We watched as the four women looked up and realised who they were standing next to. From a distance, it looked like four fanatics unexpectedly meeting a celebrity. I saw Siobhan blush for the first time, and saw the way she almost acted like Hunter wasn’t there until Blaze slapped his back in a gesture of manly cohortism.
There was too much eyelash batting and arm touching for my liking. Less from Siobhan and more from her sisters, who began to peacock and pose like professional sluts. It was, admittedly, a relief to see Blaze look so uncomfortable but watching women throw themselves at him... It was something I’d seen surprisingly little of considering his notoriety and it didn’t make me feel good inside.
The moment I saw a hair flip and a business card trade hands was the minute I’d seen enough and excused myself to go up to our suite before I did something I might never regret but would make the wedding very uncomfortable.
“Hey,” Blaze caught up with me just I was about to step into the lift. “Where are you going?”
“Bed. I’m tired.”
“Hell no.” He coaxed me back to the bar—the clucking four and Hunter had moved back to the table and were talking to Helen. “You can’t leave me down here to get pawed at by those tramps. We still have drinks and you need to protect me.” Me protect him? Ridiculous. If anything, he was going to have to keep me forcibly restrained.
But considering the unaddressed tension already between us, I sat back down in my seat and hoped the bitch wouldn’t talk to me while he ordered another round.
Her eyes met mine briefly. Nothing was said. I stuck my tongue out at her when she turned away.
“So, Emmeline.” The mother’s back straightened when Blaze walked to us with a tray of drinks, but her icy gaze remained on me. “You gained weight. You must be the size of my three girls combined.” She was damn lucky I didn’t hit her. “You came. Alone.”
I frowned at her. “My RSVP is marked ‘plus one’, Mrs. Asakuro. I’m here with my fiancé.” There was enough of an edge around the word to make her look at my left hand and shuffle awkwardly.
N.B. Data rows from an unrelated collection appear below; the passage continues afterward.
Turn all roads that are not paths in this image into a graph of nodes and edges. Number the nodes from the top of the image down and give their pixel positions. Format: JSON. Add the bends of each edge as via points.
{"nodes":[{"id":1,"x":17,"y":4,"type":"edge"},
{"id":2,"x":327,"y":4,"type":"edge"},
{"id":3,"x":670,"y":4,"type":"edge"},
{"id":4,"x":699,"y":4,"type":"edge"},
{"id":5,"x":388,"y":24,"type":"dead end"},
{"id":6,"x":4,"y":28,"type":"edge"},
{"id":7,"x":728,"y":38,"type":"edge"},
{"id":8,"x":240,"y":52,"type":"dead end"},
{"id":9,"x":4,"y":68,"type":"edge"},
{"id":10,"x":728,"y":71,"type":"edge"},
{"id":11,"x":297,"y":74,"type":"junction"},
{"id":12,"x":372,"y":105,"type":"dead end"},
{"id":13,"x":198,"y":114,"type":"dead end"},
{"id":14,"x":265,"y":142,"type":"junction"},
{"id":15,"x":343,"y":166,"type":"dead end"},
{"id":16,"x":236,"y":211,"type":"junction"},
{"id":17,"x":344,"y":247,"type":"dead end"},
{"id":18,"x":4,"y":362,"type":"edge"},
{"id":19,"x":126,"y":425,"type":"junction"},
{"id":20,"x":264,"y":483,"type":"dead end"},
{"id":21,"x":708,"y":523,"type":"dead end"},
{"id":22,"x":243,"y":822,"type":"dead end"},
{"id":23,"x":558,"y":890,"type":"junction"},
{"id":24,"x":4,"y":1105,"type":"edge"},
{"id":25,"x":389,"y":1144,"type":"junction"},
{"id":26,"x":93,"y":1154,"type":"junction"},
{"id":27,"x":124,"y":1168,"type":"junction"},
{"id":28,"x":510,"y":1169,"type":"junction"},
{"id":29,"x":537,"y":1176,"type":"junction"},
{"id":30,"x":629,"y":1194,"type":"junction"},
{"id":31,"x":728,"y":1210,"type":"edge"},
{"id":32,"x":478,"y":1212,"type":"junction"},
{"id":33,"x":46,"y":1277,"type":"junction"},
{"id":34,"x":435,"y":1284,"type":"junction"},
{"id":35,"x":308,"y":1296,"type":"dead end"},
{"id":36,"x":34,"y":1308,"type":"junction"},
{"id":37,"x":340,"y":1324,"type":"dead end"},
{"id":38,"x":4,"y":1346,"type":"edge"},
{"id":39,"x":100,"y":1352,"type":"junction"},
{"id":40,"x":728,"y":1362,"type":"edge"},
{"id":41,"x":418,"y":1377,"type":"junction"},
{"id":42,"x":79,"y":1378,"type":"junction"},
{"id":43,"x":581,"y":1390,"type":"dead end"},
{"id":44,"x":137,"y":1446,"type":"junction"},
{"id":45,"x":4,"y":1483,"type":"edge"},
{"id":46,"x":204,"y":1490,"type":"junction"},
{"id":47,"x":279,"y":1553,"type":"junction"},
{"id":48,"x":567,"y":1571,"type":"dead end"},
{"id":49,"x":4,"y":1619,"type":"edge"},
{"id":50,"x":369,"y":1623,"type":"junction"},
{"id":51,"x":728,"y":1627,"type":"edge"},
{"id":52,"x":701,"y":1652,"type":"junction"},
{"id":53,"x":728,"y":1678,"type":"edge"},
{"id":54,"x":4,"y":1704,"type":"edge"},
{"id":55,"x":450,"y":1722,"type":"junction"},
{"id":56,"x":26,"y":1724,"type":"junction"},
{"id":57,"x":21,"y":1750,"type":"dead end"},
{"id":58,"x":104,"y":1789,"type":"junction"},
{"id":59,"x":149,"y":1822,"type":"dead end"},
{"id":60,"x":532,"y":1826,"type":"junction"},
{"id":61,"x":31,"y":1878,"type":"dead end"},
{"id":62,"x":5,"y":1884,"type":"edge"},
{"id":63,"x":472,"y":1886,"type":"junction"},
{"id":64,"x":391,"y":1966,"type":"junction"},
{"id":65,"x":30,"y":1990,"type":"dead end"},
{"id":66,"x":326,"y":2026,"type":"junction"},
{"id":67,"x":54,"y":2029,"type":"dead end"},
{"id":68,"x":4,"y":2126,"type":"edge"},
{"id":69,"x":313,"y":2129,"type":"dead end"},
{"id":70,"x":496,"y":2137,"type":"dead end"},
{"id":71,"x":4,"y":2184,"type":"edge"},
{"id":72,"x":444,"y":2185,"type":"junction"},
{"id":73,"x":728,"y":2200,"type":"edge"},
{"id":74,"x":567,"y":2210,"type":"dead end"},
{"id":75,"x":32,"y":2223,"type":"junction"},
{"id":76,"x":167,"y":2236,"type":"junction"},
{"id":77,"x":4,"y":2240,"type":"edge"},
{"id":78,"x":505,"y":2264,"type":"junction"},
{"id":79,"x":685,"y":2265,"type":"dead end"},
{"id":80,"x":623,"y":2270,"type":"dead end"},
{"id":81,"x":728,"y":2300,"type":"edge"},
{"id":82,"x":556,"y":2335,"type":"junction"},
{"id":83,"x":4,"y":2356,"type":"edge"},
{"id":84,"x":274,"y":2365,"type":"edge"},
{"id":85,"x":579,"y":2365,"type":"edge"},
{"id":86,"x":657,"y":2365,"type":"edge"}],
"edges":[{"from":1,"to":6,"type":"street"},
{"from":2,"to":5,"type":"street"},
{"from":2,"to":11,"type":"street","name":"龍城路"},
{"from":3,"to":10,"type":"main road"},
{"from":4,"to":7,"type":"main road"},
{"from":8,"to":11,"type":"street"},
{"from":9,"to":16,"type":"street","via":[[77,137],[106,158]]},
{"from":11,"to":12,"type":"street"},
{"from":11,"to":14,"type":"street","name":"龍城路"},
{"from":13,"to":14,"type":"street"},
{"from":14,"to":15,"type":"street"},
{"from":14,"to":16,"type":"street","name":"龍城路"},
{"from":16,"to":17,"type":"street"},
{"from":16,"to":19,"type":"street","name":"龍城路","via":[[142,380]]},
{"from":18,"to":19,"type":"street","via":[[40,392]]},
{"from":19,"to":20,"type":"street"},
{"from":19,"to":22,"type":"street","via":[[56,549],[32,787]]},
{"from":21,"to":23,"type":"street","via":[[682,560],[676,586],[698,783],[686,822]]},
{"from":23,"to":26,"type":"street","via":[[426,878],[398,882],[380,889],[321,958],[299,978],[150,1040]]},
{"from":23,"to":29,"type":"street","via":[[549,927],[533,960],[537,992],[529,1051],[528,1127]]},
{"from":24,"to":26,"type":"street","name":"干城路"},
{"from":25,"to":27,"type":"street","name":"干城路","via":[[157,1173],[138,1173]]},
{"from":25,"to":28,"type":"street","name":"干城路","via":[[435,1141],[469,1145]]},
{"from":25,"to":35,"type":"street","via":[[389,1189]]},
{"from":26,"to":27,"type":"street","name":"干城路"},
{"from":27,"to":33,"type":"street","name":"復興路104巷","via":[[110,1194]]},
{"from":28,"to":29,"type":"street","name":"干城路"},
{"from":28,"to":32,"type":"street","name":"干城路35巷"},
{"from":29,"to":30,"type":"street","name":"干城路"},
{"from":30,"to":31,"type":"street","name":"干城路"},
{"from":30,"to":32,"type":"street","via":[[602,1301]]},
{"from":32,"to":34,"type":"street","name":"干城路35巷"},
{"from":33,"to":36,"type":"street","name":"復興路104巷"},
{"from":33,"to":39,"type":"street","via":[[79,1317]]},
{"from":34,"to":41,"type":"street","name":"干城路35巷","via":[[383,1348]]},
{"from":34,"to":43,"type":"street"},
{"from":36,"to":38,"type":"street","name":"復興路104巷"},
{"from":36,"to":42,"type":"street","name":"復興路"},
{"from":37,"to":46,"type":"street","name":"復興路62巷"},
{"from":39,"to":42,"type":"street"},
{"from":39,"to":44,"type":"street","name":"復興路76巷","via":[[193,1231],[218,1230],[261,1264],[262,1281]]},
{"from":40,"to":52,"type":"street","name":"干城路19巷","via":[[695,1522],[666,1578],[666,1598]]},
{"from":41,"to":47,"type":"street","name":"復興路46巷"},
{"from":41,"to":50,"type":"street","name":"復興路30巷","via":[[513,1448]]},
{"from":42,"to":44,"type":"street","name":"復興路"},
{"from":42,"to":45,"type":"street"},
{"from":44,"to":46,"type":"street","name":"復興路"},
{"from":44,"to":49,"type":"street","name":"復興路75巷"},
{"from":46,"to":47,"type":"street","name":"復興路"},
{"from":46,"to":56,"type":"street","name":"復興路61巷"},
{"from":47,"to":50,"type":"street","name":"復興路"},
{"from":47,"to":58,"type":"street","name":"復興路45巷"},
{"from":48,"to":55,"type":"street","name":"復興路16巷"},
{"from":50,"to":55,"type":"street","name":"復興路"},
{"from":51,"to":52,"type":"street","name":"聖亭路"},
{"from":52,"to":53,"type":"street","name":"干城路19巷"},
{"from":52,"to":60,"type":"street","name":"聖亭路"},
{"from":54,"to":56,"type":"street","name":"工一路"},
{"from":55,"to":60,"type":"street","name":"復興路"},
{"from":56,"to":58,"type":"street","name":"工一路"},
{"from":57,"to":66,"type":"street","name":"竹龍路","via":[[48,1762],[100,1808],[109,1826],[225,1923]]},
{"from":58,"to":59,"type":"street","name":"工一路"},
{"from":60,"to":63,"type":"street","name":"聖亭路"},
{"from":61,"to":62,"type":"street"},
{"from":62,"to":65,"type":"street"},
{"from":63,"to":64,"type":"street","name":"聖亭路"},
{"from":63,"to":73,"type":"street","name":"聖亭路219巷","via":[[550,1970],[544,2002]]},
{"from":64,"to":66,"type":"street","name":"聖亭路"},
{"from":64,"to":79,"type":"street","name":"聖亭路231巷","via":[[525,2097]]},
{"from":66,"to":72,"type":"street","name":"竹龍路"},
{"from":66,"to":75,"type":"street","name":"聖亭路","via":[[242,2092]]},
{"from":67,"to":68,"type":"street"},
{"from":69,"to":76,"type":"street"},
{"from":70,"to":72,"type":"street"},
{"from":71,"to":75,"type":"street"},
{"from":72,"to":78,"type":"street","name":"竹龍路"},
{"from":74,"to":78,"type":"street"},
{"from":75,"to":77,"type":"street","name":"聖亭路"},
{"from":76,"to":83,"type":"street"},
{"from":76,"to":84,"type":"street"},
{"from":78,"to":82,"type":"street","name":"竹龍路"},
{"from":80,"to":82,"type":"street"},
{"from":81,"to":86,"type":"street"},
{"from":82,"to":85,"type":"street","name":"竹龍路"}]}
It was baffling that she didn’t know I was with Blaze when the media was all over him, but satisfying to know that I’d apparently caught her off guard.
“Congratulations. When is the big day?”
“As soon as possible.” Two hands clamped down on my shoulders and squeezed. Either that or my whole body swelled smugly at the sight of four shocked and devastated women gaping at us slowly putting two and two together. Siobhan looked by far the most put out to see that I had the ultimate. She couldn’t mock me for wanting what she had any more. She was powerless.
However, unlike her family, she did absolutely nothing to hide her disdainful disbelief. “He’s with you? Are you shitting me? No points for taste I suppose.”
“I know, right? I have no idea what she sees in me.” Blaze pulled me up to stand and winked at me. I got it completely. He knew that she didn’t realise he was with me and pulled me back to the table so she could find out and put her jealousy on show for everyone to see. It was childish, but it was the kind of one-upmanship I needed to indulge in and he’d known it.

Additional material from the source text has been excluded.